A while back, my Iraq War protest work, No Bravery was banned from an art site because the work incorporated a photograph of the nude body of a deceased child (you really have to view the work to understand the description).  Because the administrators of the site were painting with a very broad brush, a wonderful painting based on the Pultizer Prize winning photograph of Nick Ut was also removed from the site.  Some time later the rules were changed so that No Bravery could have been republished on the site, but I chose not to do so because I knew it would start another firestorm of protest from those who abhor political art and writing that is just left of the KKK.  Strange as it may seem, those who complain the loudest about what they perceive as political art are quite adept at producing political propaganda poorly disguised as art.  I speak of course about the images of Obama as the Joker snipped from the Internet, tweaked a bit, and uploaded for sale as original art.  But who am I to judge the ethics of such conduct or of a commercial entity that would permit the sale of unoriginal propaganda images? Making a buck is the Capitalist way, and ethics be damned.

Political art may or may not represent a top selling genre for art sites on the Internet,  it is nonetheless a valid form of artistic expression.  There is an argument to be made that political propaganda is artistic expression worthy of recognition.

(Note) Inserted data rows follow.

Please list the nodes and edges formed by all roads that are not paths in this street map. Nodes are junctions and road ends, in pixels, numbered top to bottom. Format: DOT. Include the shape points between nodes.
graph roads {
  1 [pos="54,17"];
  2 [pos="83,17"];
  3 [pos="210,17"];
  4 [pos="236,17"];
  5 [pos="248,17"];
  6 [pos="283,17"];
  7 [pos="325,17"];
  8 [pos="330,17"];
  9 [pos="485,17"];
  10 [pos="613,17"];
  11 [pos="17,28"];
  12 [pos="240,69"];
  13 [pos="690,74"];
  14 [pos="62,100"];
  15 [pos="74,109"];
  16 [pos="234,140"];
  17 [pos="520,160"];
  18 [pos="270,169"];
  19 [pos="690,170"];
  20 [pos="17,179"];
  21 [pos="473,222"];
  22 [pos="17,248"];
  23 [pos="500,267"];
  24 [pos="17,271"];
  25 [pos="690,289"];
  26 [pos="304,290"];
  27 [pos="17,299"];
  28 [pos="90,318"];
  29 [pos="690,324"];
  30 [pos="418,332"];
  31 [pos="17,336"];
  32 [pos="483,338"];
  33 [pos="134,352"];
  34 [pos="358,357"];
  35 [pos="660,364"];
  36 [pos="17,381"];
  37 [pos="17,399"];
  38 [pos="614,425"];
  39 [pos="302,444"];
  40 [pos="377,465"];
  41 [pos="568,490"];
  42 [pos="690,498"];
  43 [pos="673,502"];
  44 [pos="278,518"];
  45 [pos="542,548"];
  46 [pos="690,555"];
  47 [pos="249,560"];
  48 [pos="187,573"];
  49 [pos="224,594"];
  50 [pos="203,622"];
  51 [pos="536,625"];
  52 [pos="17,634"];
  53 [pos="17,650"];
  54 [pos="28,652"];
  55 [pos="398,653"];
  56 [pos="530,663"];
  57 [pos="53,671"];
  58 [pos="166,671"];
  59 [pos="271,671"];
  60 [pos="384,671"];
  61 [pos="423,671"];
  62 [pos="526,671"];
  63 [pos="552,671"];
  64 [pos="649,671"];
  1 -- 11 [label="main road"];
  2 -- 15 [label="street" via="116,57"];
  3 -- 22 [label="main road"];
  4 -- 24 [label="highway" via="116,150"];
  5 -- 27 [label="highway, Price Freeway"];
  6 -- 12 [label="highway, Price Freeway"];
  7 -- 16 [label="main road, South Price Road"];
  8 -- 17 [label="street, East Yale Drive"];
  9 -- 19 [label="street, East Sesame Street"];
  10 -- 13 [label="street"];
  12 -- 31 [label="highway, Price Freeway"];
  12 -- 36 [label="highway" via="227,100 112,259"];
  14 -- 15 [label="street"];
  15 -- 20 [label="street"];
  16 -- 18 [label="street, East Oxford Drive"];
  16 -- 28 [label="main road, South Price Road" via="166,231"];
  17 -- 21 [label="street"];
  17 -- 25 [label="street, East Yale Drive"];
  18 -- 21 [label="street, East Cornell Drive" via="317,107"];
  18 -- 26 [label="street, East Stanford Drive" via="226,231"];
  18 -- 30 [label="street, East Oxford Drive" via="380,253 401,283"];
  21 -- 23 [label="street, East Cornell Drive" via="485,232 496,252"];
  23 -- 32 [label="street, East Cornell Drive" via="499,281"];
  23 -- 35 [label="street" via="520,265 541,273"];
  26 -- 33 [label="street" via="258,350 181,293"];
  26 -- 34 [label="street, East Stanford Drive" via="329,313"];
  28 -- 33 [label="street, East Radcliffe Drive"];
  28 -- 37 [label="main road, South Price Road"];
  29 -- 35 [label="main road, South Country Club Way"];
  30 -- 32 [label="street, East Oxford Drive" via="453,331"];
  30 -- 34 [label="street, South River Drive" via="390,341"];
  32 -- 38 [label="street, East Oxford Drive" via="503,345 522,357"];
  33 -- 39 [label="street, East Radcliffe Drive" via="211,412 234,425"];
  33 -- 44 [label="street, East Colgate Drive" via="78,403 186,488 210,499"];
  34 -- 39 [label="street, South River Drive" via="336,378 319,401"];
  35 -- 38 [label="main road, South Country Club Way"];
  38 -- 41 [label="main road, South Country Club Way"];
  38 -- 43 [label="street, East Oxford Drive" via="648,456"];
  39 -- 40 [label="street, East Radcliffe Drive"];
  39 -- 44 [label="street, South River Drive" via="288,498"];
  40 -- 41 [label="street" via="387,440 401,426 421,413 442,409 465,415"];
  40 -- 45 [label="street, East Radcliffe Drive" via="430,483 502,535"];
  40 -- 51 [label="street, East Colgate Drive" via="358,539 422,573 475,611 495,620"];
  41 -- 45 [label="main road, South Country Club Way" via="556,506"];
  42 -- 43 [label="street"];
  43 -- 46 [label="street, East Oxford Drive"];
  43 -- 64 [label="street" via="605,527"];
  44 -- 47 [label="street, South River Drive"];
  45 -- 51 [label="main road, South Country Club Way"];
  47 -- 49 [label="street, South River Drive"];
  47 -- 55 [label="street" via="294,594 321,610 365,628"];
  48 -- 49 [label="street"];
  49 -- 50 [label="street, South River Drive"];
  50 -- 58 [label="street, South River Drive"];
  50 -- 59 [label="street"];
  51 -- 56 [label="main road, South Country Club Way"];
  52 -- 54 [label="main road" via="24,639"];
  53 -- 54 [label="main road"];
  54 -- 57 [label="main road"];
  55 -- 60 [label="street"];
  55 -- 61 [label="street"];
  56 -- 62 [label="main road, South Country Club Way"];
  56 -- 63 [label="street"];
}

Those who oppose the inclusion of political art and writing from the Left fail to recognize that they may be cutting their noses off to spite their faces.  A photograph of the America flag, waving gloriously in the wind with the words "In God We Trust" scrawled across the front in a generic font is every bit as political as No Bravery.  The soaring eagles and photos of children placing flags on the graves of their deceased soldier parent carries a strong political message just as Bringer of Liberty carries a strong political message.   The only difference is my art is critical and calls out the hypocrites to hold them responsible; their art glorifies the hypocrites and the lies.

Those who are critical of political art fail to recognize that photographs of children starving in undeveloped regions of the world with a plea to click the link and make a donation is in fact, political art.  Photographs, graphic designs and paintings of endangered animals and a call to save them from extinction is political art.

God bless America; America love it or leave it; never forget 9-11; save the whales; save the mud skipper; save the mountain gorilla; save the planet; go green;  or go to hell - it's all political art.  Ban the left and the right will not be far behind.  Sometimes the brush is broad.